**Task brief:** Below are records; please write out exactly the lines from the first line through the line containing "middle mcp: (327, 330)", with no pictures.

#### Provided entries

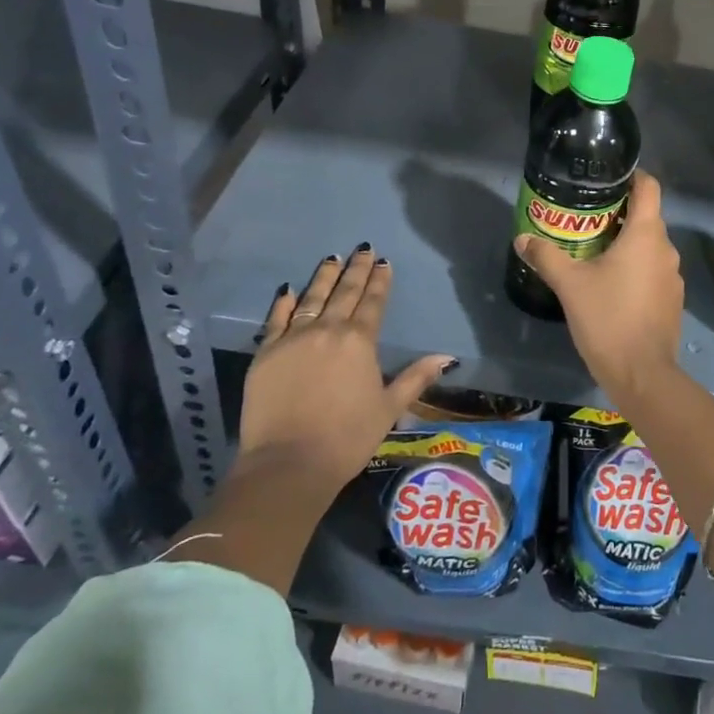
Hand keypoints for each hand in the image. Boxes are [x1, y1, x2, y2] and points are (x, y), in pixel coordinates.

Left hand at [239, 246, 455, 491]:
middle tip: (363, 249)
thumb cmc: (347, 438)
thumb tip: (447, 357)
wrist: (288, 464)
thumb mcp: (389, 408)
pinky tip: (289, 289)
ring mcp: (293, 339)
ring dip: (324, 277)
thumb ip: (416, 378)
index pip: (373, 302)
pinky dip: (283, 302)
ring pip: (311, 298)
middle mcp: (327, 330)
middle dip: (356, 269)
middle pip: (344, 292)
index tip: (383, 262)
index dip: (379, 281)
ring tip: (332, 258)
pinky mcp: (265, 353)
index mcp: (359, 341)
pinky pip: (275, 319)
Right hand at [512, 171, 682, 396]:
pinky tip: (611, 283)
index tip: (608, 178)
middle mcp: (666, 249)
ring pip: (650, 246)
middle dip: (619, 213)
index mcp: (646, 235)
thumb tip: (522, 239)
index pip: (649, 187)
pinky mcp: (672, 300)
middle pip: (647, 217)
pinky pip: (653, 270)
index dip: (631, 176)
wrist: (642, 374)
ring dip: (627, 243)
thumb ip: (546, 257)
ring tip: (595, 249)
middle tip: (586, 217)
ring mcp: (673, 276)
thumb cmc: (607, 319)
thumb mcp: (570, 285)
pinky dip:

########

**Solved problem:**
Hand keypoints for each hand in the image. Boxes are [x1, y1, x2, y2] and points are (x, y), in pixel coordinates.

Left hand at [239, 246, 455, 491]:
middle tip: (363, 249)
thumb cmc: (347, 438)
thumb tip: (447, 357)
wrist: (288, 464)
thumb mcp: (389, 408)
pinky tip: (289, 289)
ring mcp: (293, 339)
ring dip: (324, 277)
thumb ip: (416, 378)
index pip: (373, 302)
pinky dip: (283, 302)
ring pip: (311, 298)
middle mcp: (327, 330)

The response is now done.